Re: [htdig] PDF & ISO-Latin chars


Antti Rauramo (antti.rauramo@edita.fi)
Fri, 13 Aug 1999 14:31:27 +0300


Hello Gilles!

> On the other hand, pdftotext (part of the xpdf package) seems to handle

[...]

Yep, great, using xpdf's pdftotext helped! Now also searching pdf's works
flawlessly! Thank you!

> You may want to adapt the script to extract titles from PDFs using
> pdfinfo, if the titles matter to you. (That's something on my to-do
> list I can't seem to find the time for.)

Oop, heh, didn't read up to here before already adding a part to parse_doc.pl which
reads the pdf and finds the title. (Though this may have problems w/ crypted pdf's)
Here's the cut beginning around line 152...
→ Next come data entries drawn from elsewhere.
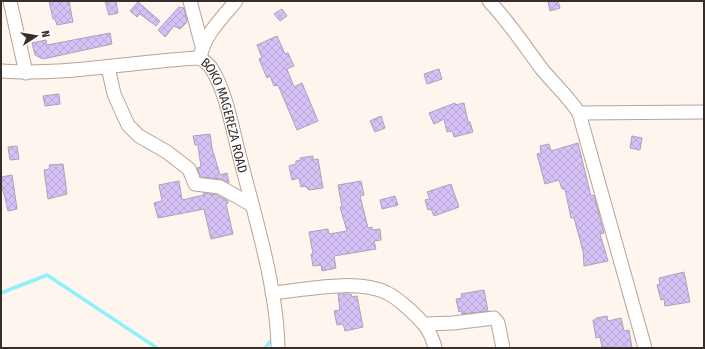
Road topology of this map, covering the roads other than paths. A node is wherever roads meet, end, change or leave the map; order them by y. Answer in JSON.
{"nodes":[{"id":1,"x":10,"y":1,"type":"edge"},
{"id":2,"x":190,"y":1,"type":"edge"},
{"id":3,"x":236,"y":1,"type":"edge"},
{"id":4,"x":489,"y":1,"type":"edge"},
{"id":5,"x":201,"y":52,"type":"junction"},
{"id":6,"x":108,"y":67,"type":"junction"},
{"id":7,"x":1,"y":71,"type":"edge"},
{"id":8,"x":26,"y":73,"type":"junction"},
{"id":9,"x":704,"y":112,"type":"edge"},
{"id":10,"x":578,"y":113,"type":"junction"},
{"id":11,"x":252,"y":205,"type":"junction"},
{"id":12,"x":272,"y":293,"type":"junction"},
{"id":13,"x":426,"y":324,"type":"junction"},
{"id":14,"x":278,"y":348,"type":"edge"},
{"id":15,"x":435,"y":348,"type":"edge"},
{"id":16,"x":503,"y":348,"type":"edge"},
{"id":17,"x":645,"y":348,"type":"edge"}],
"edges":[{"from":1,"to":8,"type":"street"},
{"from":2,"to":5,"type":"street"},
{"from":3,"to":5,"type":"street"},
{"from":4,"to":10,"type":"street"},
{"from":5,"to":6,"type":"street","name":"BOKO MAGEREZA ROAD"},
{"from":5,"to":11,"type":"street","name":"BOKO MAGEREZA ROAD"},
{"from":6,"to":8,"type":"street","name":"BOKO MAGEREZA ROAD"},
{"from":6,"to":11,"type":"street"},
{"from":7,"to":8,"type":"street","name":"BOKO MAGEREZA ROAD"},
{"from":9,"to":10,"type":"street"},
{"from":10,"to":17,"type":"street"},
{"from":11,"to":12,"type":"street","name":"BOKO MAGEREZA ROAD"},
{"from":12,"to":13,"type":"street"},
{"from":12,"to":14,"type":"street","name":"BOKO MAGEREZA ROAD"},
{"from":13,"to":15,"type":"street"},
{"from":13,"to":16,"type":"street"}]}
#############################################
# print out the title
#@temp = split(/\//, $ARGV[2]); # get the filename, get rid of basename
#print "t\t$type Document $temp[-1]\n"; # print it

### 13-08-1999 ant
open(TITLEIN,"<$ARGV[0]") || print STDERR "$ARGV[0]: $!\n";
while(<TITLEIN>){
  if(/title/i){
    ($pdftitle)=/\/Title \(([^\/)]+)[\/\)]/i;
    $pdftitle && close TITLEIN;
  }
}
close TITLEIN;

$pdftitle=~s/\\(\d\d\d)/pack(c,oct($1))/ge;
if(!$pdftitle){ $pdftitle="$type Document $temp[-1]"; }
print "t\t$pdftitle\n";

--
- Antti Rauramo, WWW- ja tietokanta-asiantuntija, Edita Verkkoviestintä
- antti.rauramo@edita.fi, +358-9-8501 4004 (mobile)

------------------------------------ To unsubscribe from the htdig mailing list, send a message to htdig@htdig.org containing the single word unsubscribe in the SUBJECT of the message.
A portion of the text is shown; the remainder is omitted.